BRIEF:
Give back the entire listing exactly as it was provided.

LISTED RECORDS:
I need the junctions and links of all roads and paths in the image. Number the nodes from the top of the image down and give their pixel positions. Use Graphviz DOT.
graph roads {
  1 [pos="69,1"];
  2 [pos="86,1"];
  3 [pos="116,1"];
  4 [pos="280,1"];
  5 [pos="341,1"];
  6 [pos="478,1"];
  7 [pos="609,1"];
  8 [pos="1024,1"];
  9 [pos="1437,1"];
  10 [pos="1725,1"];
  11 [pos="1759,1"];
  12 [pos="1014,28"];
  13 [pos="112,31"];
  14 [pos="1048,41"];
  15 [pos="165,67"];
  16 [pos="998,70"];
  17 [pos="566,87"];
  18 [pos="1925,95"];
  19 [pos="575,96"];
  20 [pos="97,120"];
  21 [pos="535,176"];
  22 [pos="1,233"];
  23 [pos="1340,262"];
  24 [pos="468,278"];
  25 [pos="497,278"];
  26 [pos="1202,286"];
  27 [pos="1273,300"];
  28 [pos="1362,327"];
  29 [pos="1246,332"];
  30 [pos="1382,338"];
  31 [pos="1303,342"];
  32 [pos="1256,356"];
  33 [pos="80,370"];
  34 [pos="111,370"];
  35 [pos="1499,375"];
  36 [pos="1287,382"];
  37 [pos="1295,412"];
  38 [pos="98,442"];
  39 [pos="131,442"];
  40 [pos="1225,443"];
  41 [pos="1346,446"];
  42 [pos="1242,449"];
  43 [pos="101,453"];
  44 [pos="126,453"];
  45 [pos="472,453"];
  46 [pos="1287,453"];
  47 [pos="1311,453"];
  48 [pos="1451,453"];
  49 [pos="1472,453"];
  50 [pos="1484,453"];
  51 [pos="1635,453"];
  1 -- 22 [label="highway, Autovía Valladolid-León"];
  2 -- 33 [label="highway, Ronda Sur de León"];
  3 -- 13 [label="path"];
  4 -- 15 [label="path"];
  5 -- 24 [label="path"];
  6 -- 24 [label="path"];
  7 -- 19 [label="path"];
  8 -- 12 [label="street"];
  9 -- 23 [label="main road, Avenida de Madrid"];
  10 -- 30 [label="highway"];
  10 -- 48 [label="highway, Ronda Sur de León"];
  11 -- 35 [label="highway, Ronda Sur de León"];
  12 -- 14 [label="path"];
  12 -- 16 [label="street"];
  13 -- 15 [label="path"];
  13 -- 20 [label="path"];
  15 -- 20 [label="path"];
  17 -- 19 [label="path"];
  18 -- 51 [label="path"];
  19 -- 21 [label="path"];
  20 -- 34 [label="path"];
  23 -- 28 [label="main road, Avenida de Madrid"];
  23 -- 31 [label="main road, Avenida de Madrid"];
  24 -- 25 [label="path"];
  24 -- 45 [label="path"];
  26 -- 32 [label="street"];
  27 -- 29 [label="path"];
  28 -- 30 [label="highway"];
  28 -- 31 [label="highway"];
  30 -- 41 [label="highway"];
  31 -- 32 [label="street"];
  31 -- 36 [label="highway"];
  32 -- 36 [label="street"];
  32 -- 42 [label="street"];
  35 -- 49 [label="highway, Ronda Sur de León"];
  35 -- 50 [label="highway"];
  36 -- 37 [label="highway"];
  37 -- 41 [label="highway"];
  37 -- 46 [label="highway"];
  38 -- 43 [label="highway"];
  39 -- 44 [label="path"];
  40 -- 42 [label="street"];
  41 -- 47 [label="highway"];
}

TASK RESPONSE:
I need the junctions and links of all roads and paths in the image. Number the nodes from the top of the image down and give their pixel positions. Use Graphviz DOT.
graph roads {
  1 [pos="69,1"];
  2 [pos="86,1"];
  3 [pos="116,1"];
  4 [pos="280,1"];
  5 [pos="341,1"];
  6 [pos="478,1"];
  7 [pos="609,1"];
  8 [pos="1024,1"];
  9 [pos="1437,1"];
  10 [pos="1725,1"];
  11 [pos="1759,1"];
  12 [pos="1014,28"];
  13 [pos="112,31"];
  14 [pos="1048,41"];
  15 [pos="165,67"];
  16 [pos="998,70"];
  17 [pos="566,87"];
  18 [pos="1925,95"];
  19 [pos="575,96"];
  20 [pos="97,120"];
  21 [pos="535,176"];
  22 [pos="1,233"];
  23 [pos="1340,262"];
  24 [pos="468,278"];
  25 [pos="497,278"];
  26 [pos="1202,286"];
  27 [pos="1273,300"];
  28 [pos="1362,327"];
  29 [pos="1246,332"];
  30 [pos="1382,338"];
  31 [pos="1303,342"];
  32 [pos="1256,356"];
  33 [pos="80,370"];
  34 [pos="111,370"];
  35 [pos="1499,375"];
  36 [pos="1287,382"];
  37 [pos="1295,412"];
  38 [pos="98,442"];
  39 [pos="131,442"];
  40 [pos="1225,443"];
  41 [pos="1346,446"];
  42 [pos="1242,449"];
  43 [pos="101,453"];
  44 [pos="126,453"];
  45 [pos="472,453"];
  46 [pos="1287,453"];
  47 [pos="1311,453"];
  48 [pos="1451,453"];
  49 [pos="1472,453"];
  50 [pos="1484,453"];
  51 [pos="1635,453"];
  1 -- 22 [label="highway, Autovía Valladolid-León"];
  2 -- 33 [label="highway, Ronda Sur de León"];
  3 -- 13 [label="path"];
  4 -- 15 [label="path"];
  5 -- 24 [label="path"];
  6 -- 24 [label="path"];
  7 -- 19 [label="path"];
  8 -- 12 [label="street"];
  9 -- 23 [label="main road, Avenida de Madrid"];
  10 -- 30 [label="highway"];
  10 -- 48 [label="highway, Ronda Sur de León"];
  11 -- 35 [label="highway, Ronda Sur de León"];
  12 -- 14 [label="path"];
  12 -- 16 [label="street"];
  13 -- 15 [label="path"];
  13 -- 20 [label="path"];
  15 -- 20 [label="path"];
  17 -- 19 [label="path"];
  18 -- 51 [label="path"];
  19 -- 21 [label="path"];
  20 -- 34 [label="path"];
  23 -- 28 [label="main road, Avenida de Madrid"];
  23 -- 31 [label="main road, Avenida de Madrid"];
  24 -- 25 [label="path"];
  24 -- 45 [label="path"];
  26 -- 32 [label="street"];
  27 -- 29 [label="path"];
  28 -- 30 [label="highway"];
  28 -- 31 [label="highway"];
  30 -- 41 [label="highway"];
  31 -- 32 [label="street"];
  31 -- 36 [label="highway"];
  32 -- 36 [label="street"];
  32 -- 42 [label="street"];
  35 -- 49 [label="highway, Ronda Sur de León"];
  35 -- 50 [label="highway"];
  36 -- 37 [label="highway"];
  37 -- 41 [label="highway"];
  37 -- 46 [label="highway"];
  38 -- 43 [label="highway"];
  39 -- 44 [label="path"];
  40 -- 42 [label="street"];
  41 -- 47 [label="highway"];
}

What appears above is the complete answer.